Nella notte tra il 28 e il 29 ottobre 2018, l’intera
Penisola italiana venne flagellata da una ondata di maltempo. Venti fortissimi
e piogge alluvionali si abbatterono soprattutto lungo l’arco alpino. A pagare
le spese di quella che verrà ricordata come “Tempesta Vaia” furono in
particolare le regioni di Nord-Est.
A un anno dal passaggio del devastante ciclone, vari video e
uno Speciale di Raitre hanno raccontato, attraverso testimonianze e immagini
inedite, quella tragica notte.
Voci, forme e figure hanno descritto il mutare
irreversibile del paesaggio dolomitico al passaggio della tempesta, con
particolare riferimento al devastato territorio trentino. Come una guerra, come
dopo un uragano o uno tsunami
Le raffiche di scirocco oltre i 150 chilometri orari hanno
portato all’abbattimento di interi boschi tra Veneto, Trentino e Friuli. In 48
ore furono oltre 7 mila gli interventi messi in atto da 5.800 Vigili del Fuoco
per allagamenti, smottamenti e rimozione di alberi caduti, in particolare in
Toscana, Lazio, Veneto, Lombardia, Friuli e Liguria.
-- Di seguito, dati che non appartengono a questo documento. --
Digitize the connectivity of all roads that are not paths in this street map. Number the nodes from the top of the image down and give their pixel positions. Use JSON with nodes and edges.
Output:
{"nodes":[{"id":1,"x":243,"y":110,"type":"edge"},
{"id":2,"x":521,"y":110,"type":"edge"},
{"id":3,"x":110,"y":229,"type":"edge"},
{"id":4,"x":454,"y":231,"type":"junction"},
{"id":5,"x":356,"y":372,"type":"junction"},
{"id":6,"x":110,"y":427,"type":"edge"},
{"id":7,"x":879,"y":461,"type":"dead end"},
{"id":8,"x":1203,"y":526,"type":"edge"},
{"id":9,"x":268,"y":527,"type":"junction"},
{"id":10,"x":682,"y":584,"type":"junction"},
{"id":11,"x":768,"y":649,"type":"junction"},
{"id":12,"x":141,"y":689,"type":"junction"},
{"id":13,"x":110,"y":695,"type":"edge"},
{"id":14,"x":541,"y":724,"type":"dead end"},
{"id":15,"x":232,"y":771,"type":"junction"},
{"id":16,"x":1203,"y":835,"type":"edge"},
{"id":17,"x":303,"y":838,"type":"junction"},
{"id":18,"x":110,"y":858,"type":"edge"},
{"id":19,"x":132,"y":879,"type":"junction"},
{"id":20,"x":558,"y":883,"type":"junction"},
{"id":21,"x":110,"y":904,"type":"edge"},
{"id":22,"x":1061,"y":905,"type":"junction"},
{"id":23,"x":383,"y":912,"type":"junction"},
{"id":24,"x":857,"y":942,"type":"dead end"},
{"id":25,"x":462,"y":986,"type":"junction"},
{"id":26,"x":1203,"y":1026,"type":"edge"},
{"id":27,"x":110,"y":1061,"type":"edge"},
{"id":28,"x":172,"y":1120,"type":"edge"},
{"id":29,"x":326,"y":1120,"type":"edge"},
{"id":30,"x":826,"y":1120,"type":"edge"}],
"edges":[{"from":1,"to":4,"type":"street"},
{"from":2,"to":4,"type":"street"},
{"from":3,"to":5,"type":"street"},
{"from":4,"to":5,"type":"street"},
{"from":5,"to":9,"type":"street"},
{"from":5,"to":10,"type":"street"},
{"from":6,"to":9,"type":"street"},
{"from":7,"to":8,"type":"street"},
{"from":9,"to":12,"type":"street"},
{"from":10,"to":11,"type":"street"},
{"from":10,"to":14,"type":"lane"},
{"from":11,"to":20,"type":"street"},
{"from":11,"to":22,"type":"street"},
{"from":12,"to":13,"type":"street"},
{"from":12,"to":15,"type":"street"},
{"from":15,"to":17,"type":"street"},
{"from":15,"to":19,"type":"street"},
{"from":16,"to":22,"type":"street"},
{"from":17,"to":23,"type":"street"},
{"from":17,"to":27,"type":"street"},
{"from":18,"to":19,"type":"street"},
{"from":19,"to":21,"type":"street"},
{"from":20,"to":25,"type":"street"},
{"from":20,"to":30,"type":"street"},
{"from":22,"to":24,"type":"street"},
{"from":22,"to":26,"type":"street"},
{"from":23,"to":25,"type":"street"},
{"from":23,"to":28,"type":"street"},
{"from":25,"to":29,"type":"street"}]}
Nelle comunità colpite, furono consistenti i danni a case e
aziende, con alberi volati sui fili della corrente, tetti scoperchiati,
cascinali crollati, campi seminati allagati, frane, smottamenti, esondazioni,
interruzioni stradali, serre e tunnel distrutti e ricoveri per animali e
attrezzi rovinati: panorami totalmente alterati. Oltre ai tanti danni alla
viabilità e idrogeologici vari. Oltre ai tanti morti ed ai feriti: scene di
ordinaria distruzione.
Qualche giorno dopo il disastro, in un viaggio in pullman
con destinazione Tirano, dopo aver costeggiato a lungo il lago d’Iseo, abbiamo
incontrato vari comuni della provincia di Brescia e Sondrio, come Malonno,
Sonico, Edolo, Corteno Golgi, Aprica, che costituiscono l’area più settentrionale della
Lombardia, confinante con la Svizzera: la splendida Valtellina, ampia regione
alpina, che, con i suoi fiumi, laghi e torrenti, è l'ideale confine tra nord e
sud Europa, dalla Val Camonica e dalla Valchiavenna.
E dalle vetrate di quel nostro pullman, tra quei monti e
quei tornanti, abbiamo visto da molto vicino le conseguenze drammatiche della
furia naturale. Abbiamo assistito a uno scempio senza fine, che si era
consumato solo pochi giorni prima: migliaia e migliaia di alberi sradicati
dalla forza del vento, crollati l’uno sull’altro, come birilli impazziti, come
fiammiferi o come i sottili bastoncini dello Shangai. Interi boschi distrutti
dalla tempesta.
Si ritiene che siano stati 300 mila gli alberi ad alto
fusto schiantatisi a terra o spezzati dalle raffiche di vento violentissime, il
10% del patrimonio boschivo di Lombardia, Veneto e Trentino. Un disastro di
ingenti proporzioni, uno spettacolo umiliante che fa male agli occhi e al
cuore.
Non a caso, in quei giorni, nel bosco di Paneveggio, vicino
Trento, un gruppo di orchestrali si riunì per suonare una preghiera musicale
per quella terra boschiva martoriata, costituita da abeti rossi (quasi il 90%
degli alberi), associati all'abete bianco e al larice.
Si racconta che Antonio Stradivari, il più famoso
costruttore di violini del mondo, venisse sin quassù dalla sua Cremona, e con
lui tutti i più bravi maestri liutai, alla ricerca degli alberi più idonei alla
costruzione dei suoi strumenti: abeti rossi plurisecolari il cui legno, grazie
alla sua particolare capacità di "risonanza", forniva la materia
prima ideale per la costruzione delle casse armoniche: un legno,
particolarmente elastico, che trasmette meglio il suono, perché i suoi canali
linfatici sono come minuscole canne d'organo che creano risonanza.
Per questo gli alberi vengono abbattuti in luna calante,
tra ottobre e novembre, quando nel tronco c'è minor quantità di linfa.
Ma, stavolta, non è andata così, è stata una sorta di
nemesi naturale, un castigo che vendica le colpe, gli abusi e le ingiustizie di
cui si macchia l'uomo nei confronti della natura stessa.
E' stato un vento a 200 chilometri orari, che li ha
abbattuti, facendone una strage.
Uno sterminio di potenziali, pregiatissimi violini.